Java Preferences API

25 July 2009 ~ blog java

The Java Preferences API (java.util.preferences) appeared in the 1.4.x release of the JDK with little fanfare or
ceremony; it was just one of the new features in the release and it is not one that you hear about very often.

I don't think I have ever seen it being used anywhere, but it is quite flexible and useful. Preferences are references
hierarchical by package name, similar to the Java Logging API (or Log4J). This allows for
preferences to be stored a various levels (nodes) of the hierarchy. There are two node branches availabe, the UserNode
branch and the SystemNode branch. The JavaDocs state that

The precise description of "user" and "system" will vary from implementation to implementation.

But, in general "user" preferences will be different for each user of an application, while system preferences are more
global in scope such as application configuration details. You retrieve the preferences for the class you are working
with with the following statement:

Preferences userPrefs = Preferences.userNodeForPackage(com.you.MyClass.class);
Preferences systemPrefs = Preferences.systemNodeForPackage(com.you.MyClass.class);

You can really use any class in your application as a reference point, as long as it is a logical association. Once
you have a Preferences object, you can get and set values with simple accessor methods:

userPrefs.putInt("historyCount",10);
int histCnt = userPrefs.getInt("historyCount",5);

systemPrefs.putBoolean("allowEdit",true);
boolean allowEdit = systemPrefs.getBoolean("allowEdit",false);

Notice, that in the getInt() method the second parameter is a default value of the preference so that if it has not been
defined yet, you still have a value to fall back on. Also, the data is persisted automatically; you don't need to explicitly
save it. If you want to export your preferences for backup or import into another system, the API provides two export
methods, one for just the current node, and the other for the current node and its child nodes.

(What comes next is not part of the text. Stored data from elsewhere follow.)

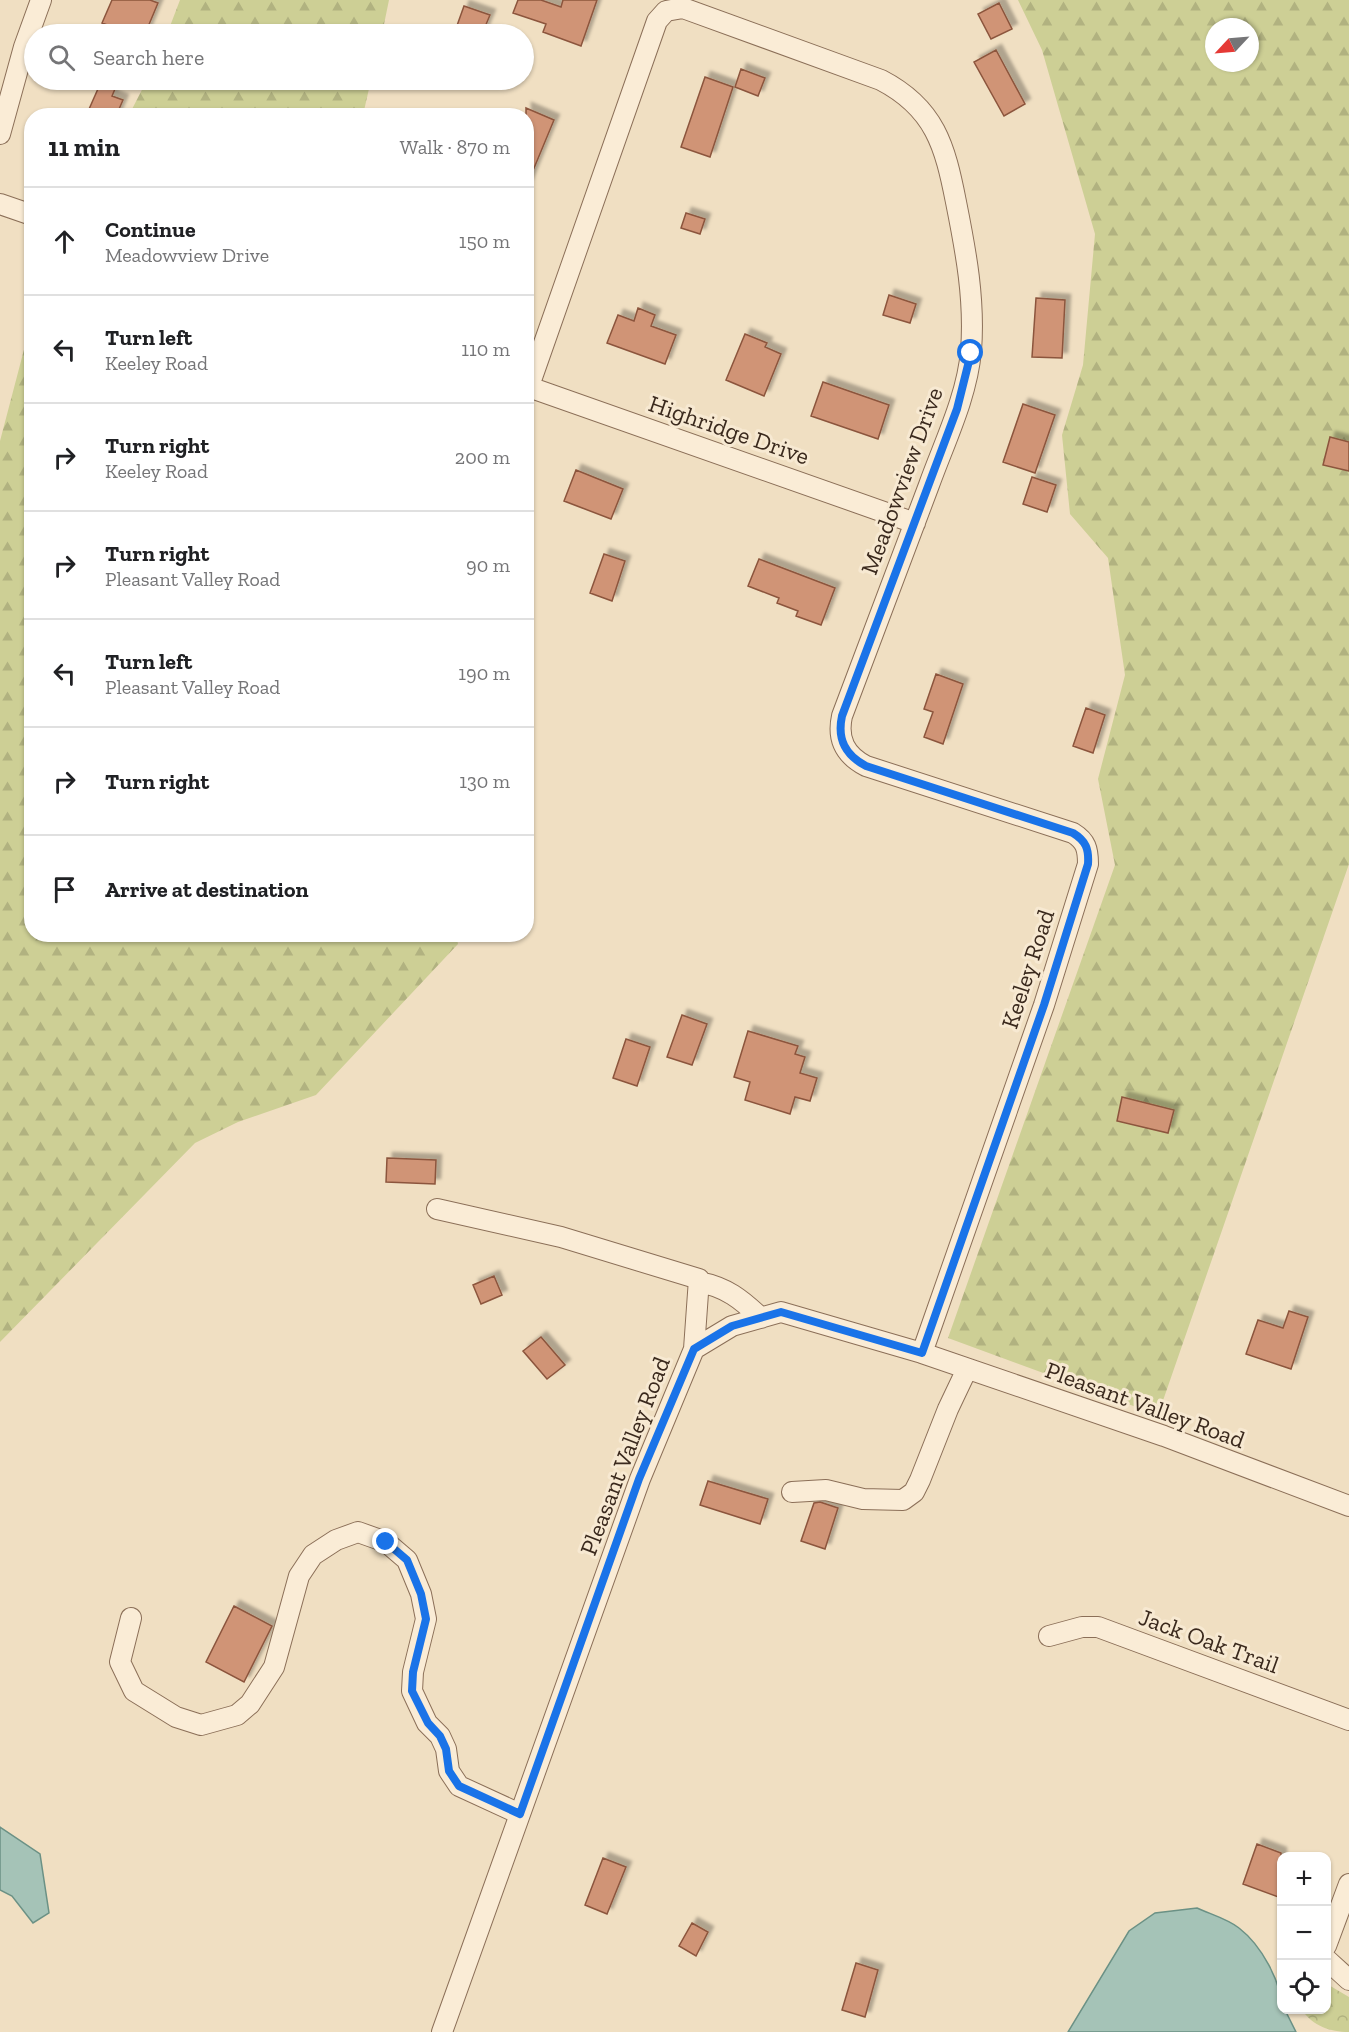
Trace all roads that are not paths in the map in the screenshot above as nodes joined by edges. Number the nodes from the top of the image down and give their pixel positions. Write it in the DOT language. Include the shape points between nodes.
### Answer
graph roads {
  1 [pos="41,0"];
  2 [pos="664,5"];
  3 [pos="32,24"];
  4 [pos="24,47"];
  5 [pos="0,134"];
  6 [pos="0,204"];
  7 [pos="24,212"];
  8 [pos="534,369"];
  9 [pos="534,388"];
  10 [pos="915,523"];
  11 [pos="846,751"];
  12 [pos="437,1209"];
  13 [pos="699,1282"];
  14 [pos="761,1318"];
  15 [pos="694,1349"];
  16 [pos="922,1353"];
  17 [pos="967,1369"];
  18 [pos="792,1492"];
  19 [pos="1349,1506"];
  20 [pos="131,1618"];
  21 [pos="1048,1636"];
  22 [pos="1349,1720"];
  23 [pos="520,1814"];
  24 [pos="1349,1884"];
  25 [pos="1331,1933"];
  26 [pos="1327,1960"];
  27 [pos="1349,1980"];
  28 [pos="442,2032"];
  1 -- 3 [label="street"];
  2 -- 8 [label="street, Meadowview Drive"];
  2 -- 10 [label="street, Meadowview Drive" via="683,8 881,80 916,103 936,131 949,168 969,265 971,353 957,409"];
  4 -- 5 [label="street"];
  6 -- 7 [label="street"];
  9 -- 10 [label="street, Highridge Drive"];
  10 -- 11 [label="street, Meadowview Drive" via="842,716 839,728"];
  11 -- 16 [label="street, Keeley Road" via="854,760 880,772 1073,833 1086,844 1088,853 1088,864 1044,1005"];
  12 -- 13 [label="street" via="561,1237"];
  13 -- 14 [label="street" via="718,1285 736,1295"];
  13 -- 15 [label="street"];
  14 -- 15 [label="street, Pleasant Valley Road" via="732,1326"];
  14 -- 16 [label="street, Pleasant Valley Road" via="781,1312"];
  15 -- 23 [label="street, Pleasant Valley Road" via="639,1479"];
  16 -- 17 [label="street, Pleasant Valley Road"];
  17 -- 18 [label="street" via="920,1480 914,1492 903,1500 863,1499 826,1490"];
  17 -- 19 [label="street, Pleasant Valley Road" via="1164,1436"];
  20 -- 23 [label="street" via="120,1662 134,1691 176,1717 201,1725 237,1715 250,1704 274,1667 298,1576 313,1555 358,1532 386,1542 407,1560 421,1594 426,1619 412,1691 422,1714 440,1736 449,1771 459,1786"];
  21 -- 22 [label="street, Jack Oak Trail" via="1098,1627"];
  23 -- 28 [label="street, Pleasant Valley Road"];
  24 -- 25 [label="street"];
  26 -- 27 [label="street"];
}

userPrefs.exportNode( outstream ); // for just the one node, no child nodes

userPrefs.exportSubtree( outstream ); // for the node and its child nodes

Importing preferences is done using the importPreferences(InputStream) method, which will import all the given preferences
into the local preference system.

Preferences.importPreferences( instream );

The import/export format for preferences is a defined XML format (see JavaDocs for DTD). The preferences I detailed earlier
would look something like (results may vary):

<preferences>
    <root type="user">
        <node name="com">
            <node name="you">
                <node name="MyClass">
                    <map>
                        <entry key="historyCount" value="10" />
                    </map>
                </node>
            </node>
        </node>
    </root>
    <root type="system">
        <node name="com">
            <node name="you">
                <node name="MyClass">
                    <map>
                        <entry key="allowEdit" value="false" />
                    </map>
                </node>
            </node>
        </node>
    </root>
</preferences>

One more point of interest is that you can register a listener for node and preference change events:

userPrefs.addNodeChangeListener( listener );
userPrefs.addPreferenceChangeListener( listener );

Node change events occur when a node is modified by adding or removing a child node. Preference change events are
fired when the data contained in a preference node is modified. These could be useful for cases when you have
interrelated preferences such that when you delete or change one of them, you need to modify the others accordingly. So,
the next time you think about using a Properties object, reconsider and think about whether or not a Preferences
object might serve your needs better.